Женщина или не понимала, или не умела, или не хотела назвать. Я упорствовал.
Разговор привлёк внимание соседей-продавцов. После нескольких оживлённых с
ними консультаций, женщина наконец понимающе улыбнулась и повторила
несколько раз кряду: <гар-рох, гар-рох>. Так как я был сыт, то завернул
несколько треугольников в бумагу и отметил в блокноте: гар-рох. Через два
<р> и с ударением на втором слоге. Через некоторое время, уже придя домой, я
решил отведать гастрономическую новинку. Сунул треугольник одним из углов в
рот и откусил: из-под зуба весело выпрыгнула зелёная горошина.

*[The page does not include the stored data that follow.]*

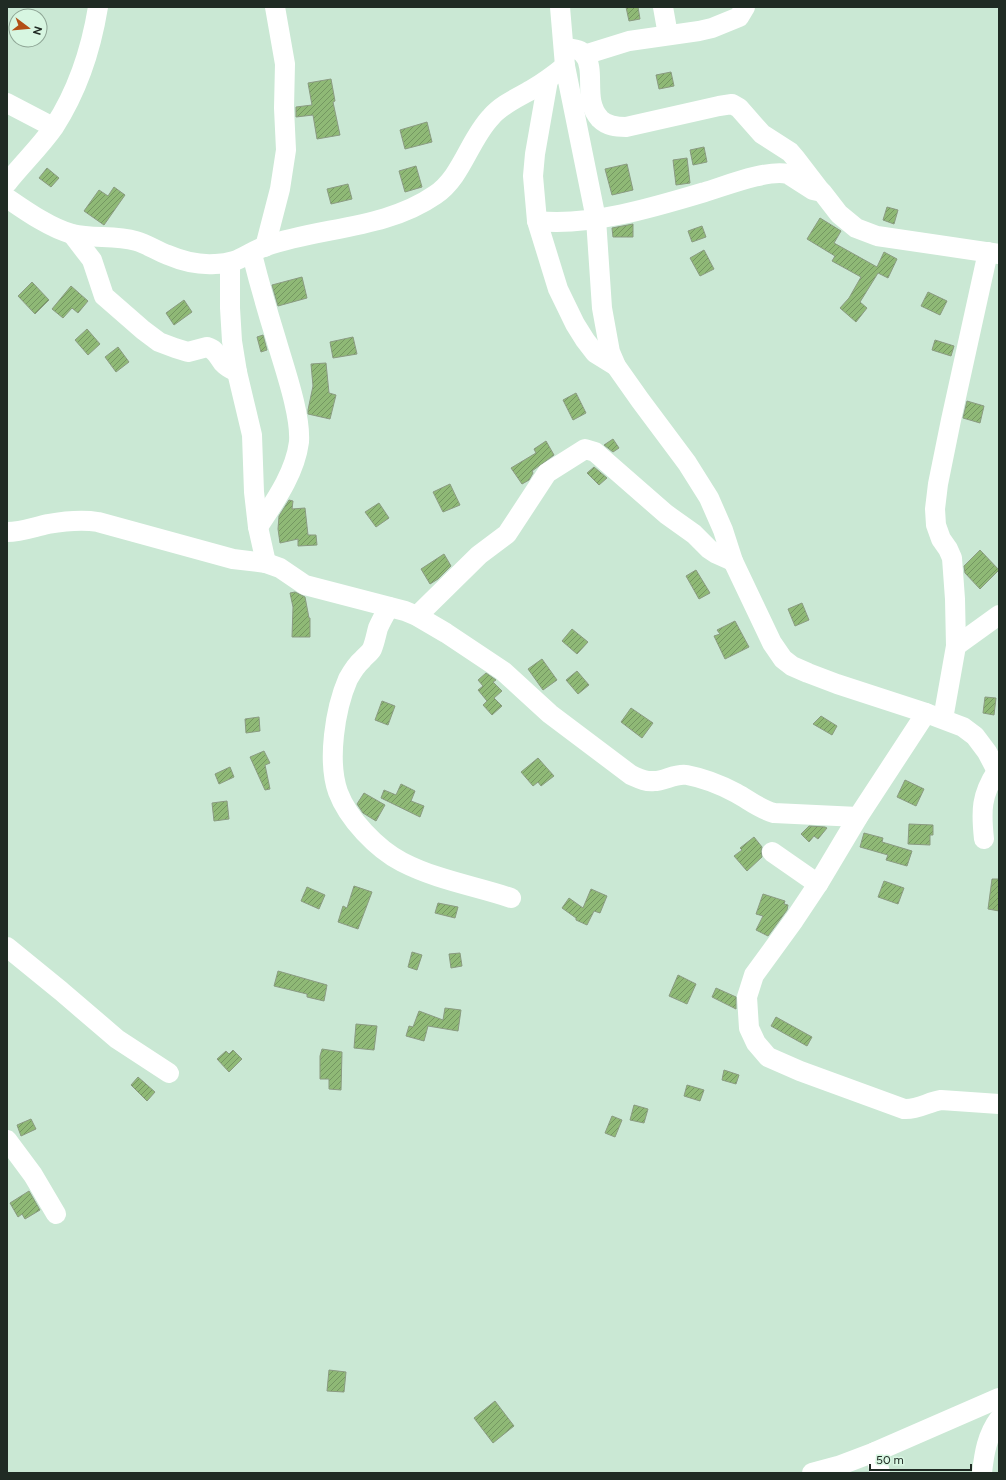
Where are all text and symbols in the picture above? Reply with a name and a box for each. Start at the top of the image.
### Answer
north arrow [8,8,48,48]
text: N [30,25,45,37]
scale bar [870,1446,971,1472]
text: 50 m [876,1453,904,1467]

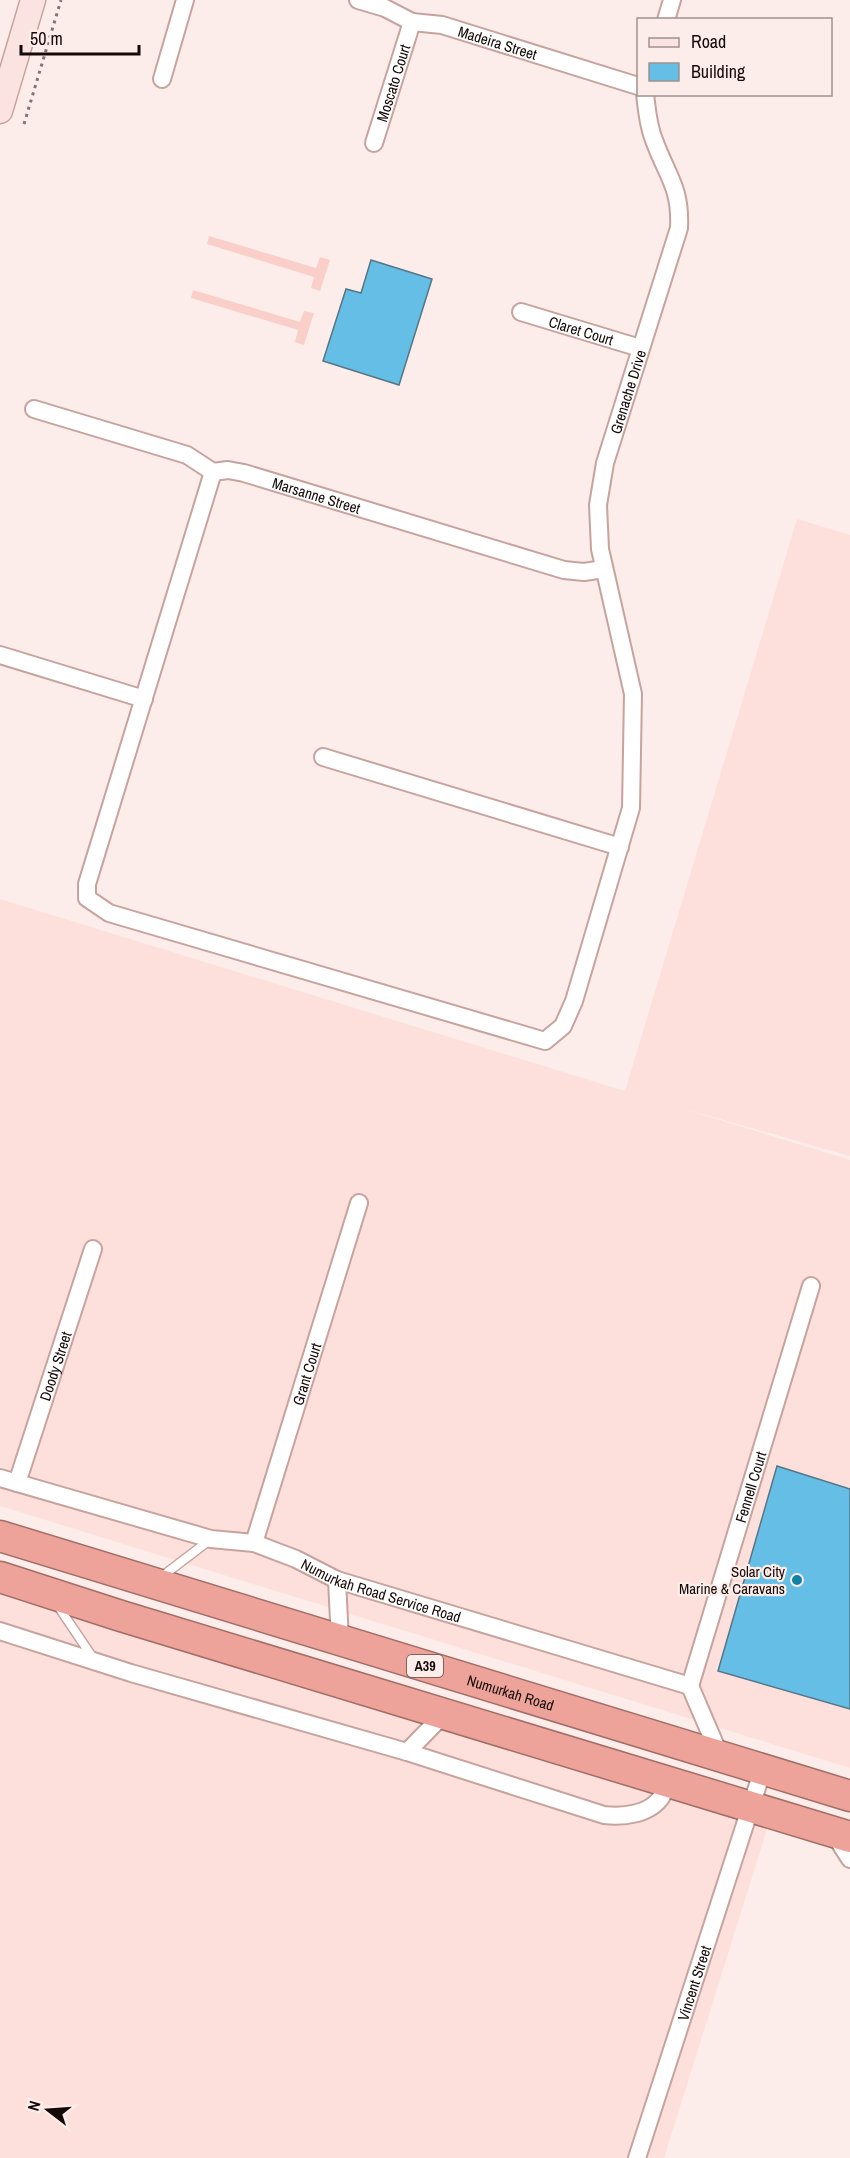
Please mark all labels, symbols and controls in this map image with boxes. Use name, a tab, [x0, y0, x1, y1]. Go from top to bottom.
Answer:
scale bar	[21, 18, 140, 56]
legend	[637, 18, 832, 96]
street label: Madeira Street	[456, 20, 540, 65]
text: 50 m	[30, 26, 63, 51]
text: Road	[691, 29, 726, 54]
street label: Moscato Court	[371, 41, 415, 124]
text: Building	[691, 59, 746, 84]
street label: Claret Court	[546, 311, 617, 350]
street label: Grenache Drive	[604, 347, 651, 436]
street label: Marsanne Street	[270, 472, 364, 518]
street label: Doody Street	[34, 1328, 76, 1403]
street label: Grant Court	[287, 1339, 326, 1408]
street label: Fennell Court	[730, 1448, 771, 1525]
street label: Numurkah Road Service Road	[298, 1553, 464, 1627]
place label: Solar City Marine & Caravans	[679, 1561, 786, 1599]
marker: Solar City Marine & Caravans	[790, 1573, 804, 1587]
road number: A39	[407, 1655, 443, 1677]
street label: Numurkah Road	[465, 1669, 557, 1715]
street label: Vincent Street	[672, 1942, 716, 2023]
north arrow	[18, 2080, 78, 2140]
text: N	[22, 2098, 46, 2113]

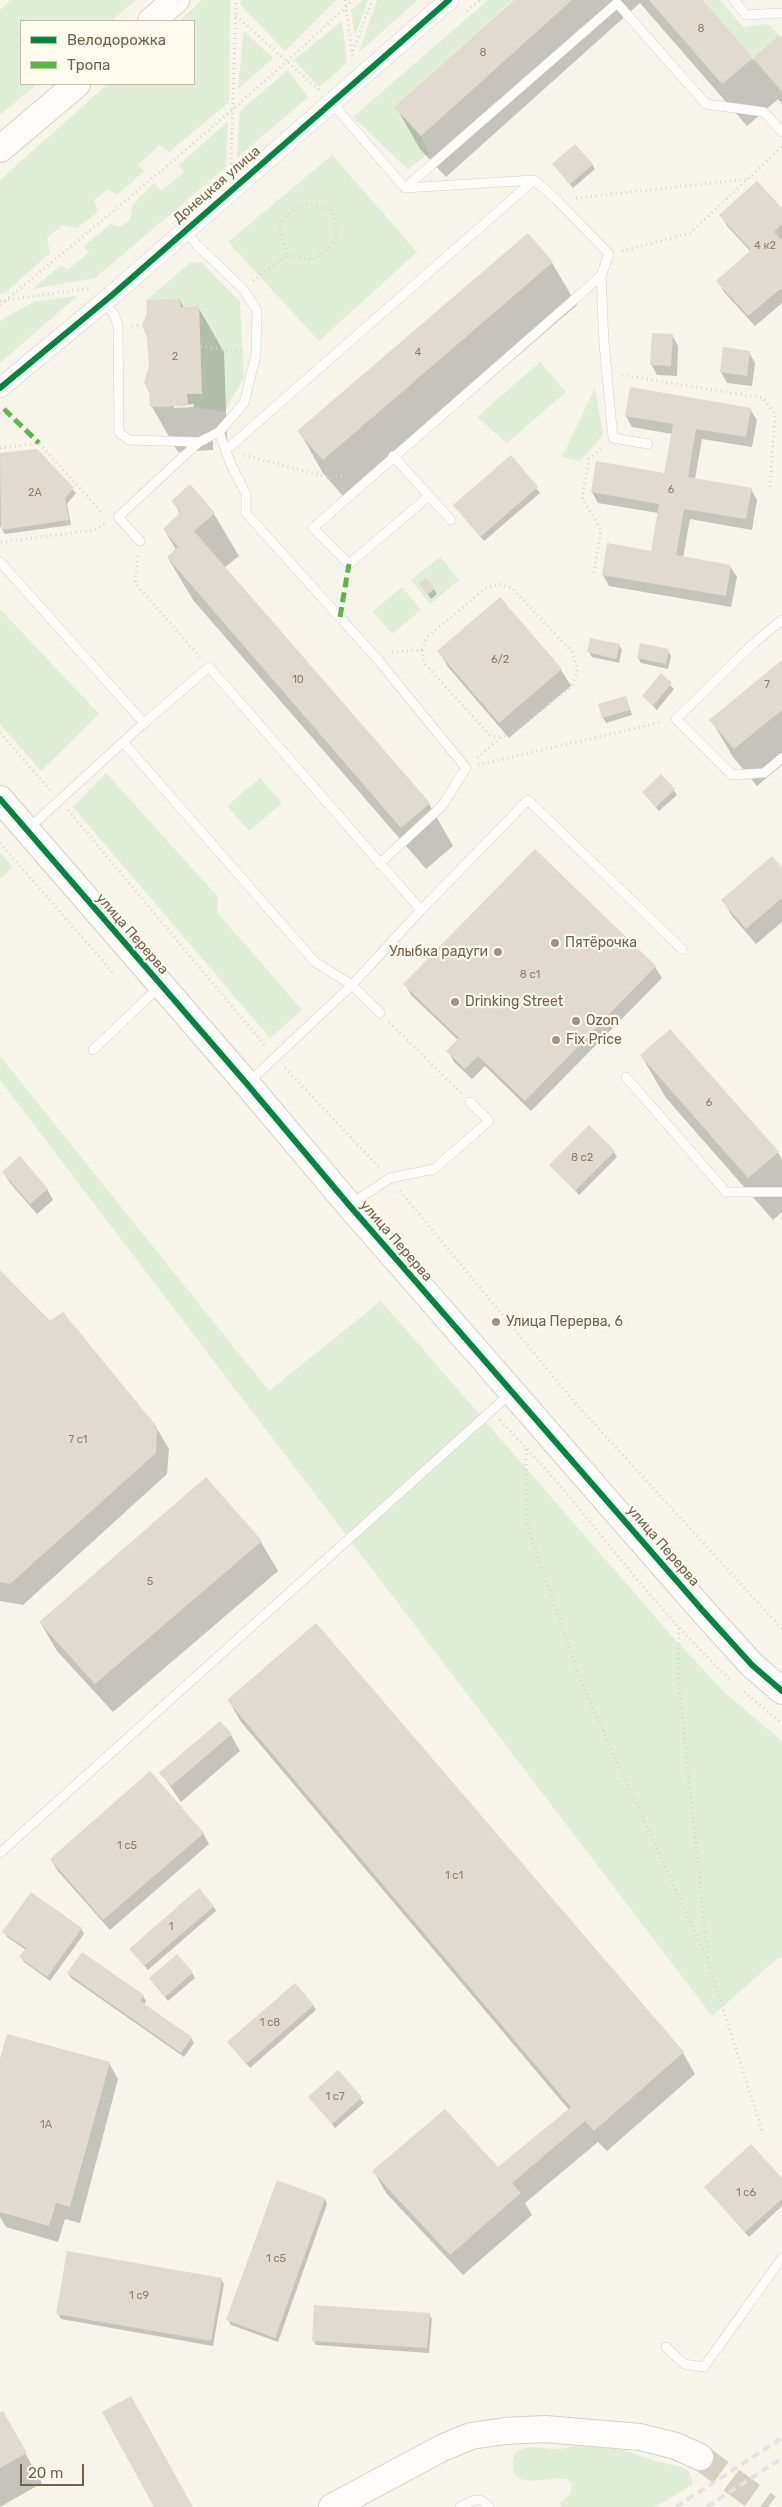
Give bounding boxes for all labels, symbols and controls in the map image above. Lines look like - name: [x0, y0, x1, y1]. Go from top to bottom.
- legend: [20, 20, 195, 85]
- house number: 8: [698, 22, 704, 36]
- text: Велодорожка: [67, 31, 166, 49]
- house number: 8: [480, 46, 486, 60]
- text: Тропа: [67, 56, 110, 74]
- street label: Донецкая улица: [170, 143, 264, 227]
- house number: 4 к2: [754, 239, 776, 253]
- house number: 4: [415, 346, 421, 360]
- house number: 2: [172, 350, 178, 364]
- house number: 6: [668, 483, 674, 497]
- house number: 2А: [28, 486, 42, 500]
- house number: 6/2: [491, 653, 509, 667]
- house number: 10: [292, 673, 304, 687]
- house number: 7: [764, 678, 770, 692]
- street label: улица Перерва: [92, 890, 172, 978]
- place label: Пятёрочка: [565, 935, 637, 951]
- marker: Пятёрочка: [549, 937, 561, 949]
- place label: Улыбка радуги: [389, 944, 488, 960]
- marker: Улыбка радуги: [492, 946, 504, 958]
- house number: 8 с1: [520, 968, 540, 982]
- place label: Drinking Street: [465, 994, 563, 1010]
- marker: Drinking Street: [449, 996, 461, 1008]
- place label: Ozon: [586, 1013, 619, 1029]
- marker: Ozon: [570, 1015, 582, 1027]
- place label: Fix Price: [566, 1032, 622, 1048]
- marker: Fix Price: [550, 1034, 562, 1046]
- house number: 6: [706, 1096, 712, 1110]
- house number: 8 с2: [571, 1151, 593, 1165]
- street label: улица Перерва: [356, 1197, 436, 1285]
- place label: Улица Перерва, 6: [506, 1314, 623, 1330]
- marker: Улица Перерва, 6: [490, 1316, 502, 1328]
- house number: 7 с1: [68, 1433, 88, 1447]
- street label: улица Перерва: [623, 1502, 703, 1590]
- house number: 5: [147, 1575, 153, 1589]
- house number: 1 с5: [117, 1839, 137, 1853]
- house number: 1 с1: [445, 1869, 463, 1883]
- house number: 1: [169, 1920, 173, 1934]
- house number: 1 с8: [260, 2016, 280, 2030]
- house number: 1 с7: [325, 2090, 345, 2104]
- house number: 1А: [40, 2118, 52, 2132]
- house number: 1 с6: [736, 2186, 756, 2200]
- house number: 1 с5: [266, 2252, 286, 2266]
- house number: 1 с9: [129, 2289, 149, 2303]
- scale bar: [22, 2454, 86, 2486]
- text: 20 m: [28, 2464, 63, 2482]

Так я был посрамлен в собирании фольклора нёба.


МЕЙДЭ-ЧУЙДЭ

Человек сидел перед квадратным ящиком, наполненным грудой ножей. Точнее,
кинжалов. Ещё точнее: ножами-метисами, помесью кинжала с простым кухонным
ножом. Одни в простых одноухих ножнах, другие в тиснёном полусафьяне, одни
по самую макушку эфеса нырнувшие в кожу, другие любопытствующие, выставившие
рукояти наружу.
Я подошёл и притронулся к одной из рукоятей: канча? Продавец поднял в
ответ руки, как для намаза, распрямив все десять пальцев. Я перевёл глаза на
другой нож, поскромнее. Левая рука торговца упала вниз. Глаза мои
перепрыгнули на короткое лезвие, выставившееся из чёрной кожи - и тотчас же
ладонь, подогнув мизинец, услужливым четырёхпалием пододвинулось к ящику:
этот?
Продавец играл на груде лезвий, как на терменвоксе, причудливую мелодию
цен.
Виноградным гроздьям здесь обдёргивают виноградины, нет, собственно, не
у гроздий, а у рубля отрывают лишние копейки, пока не получится единица без
дробей: бир пул. Даже в самом узбекском языке, в следовании его слов,
название знаменателя дроби, всё идёт впереди числителя, части. Не <две
седьмых>, а <семь с двумя> (jettiden iki). Как не вспомнить известную
гравюру английского мастера, изображающую сэра Фальстафа с
мальчиком-оруженосцем, несущим позади его щит.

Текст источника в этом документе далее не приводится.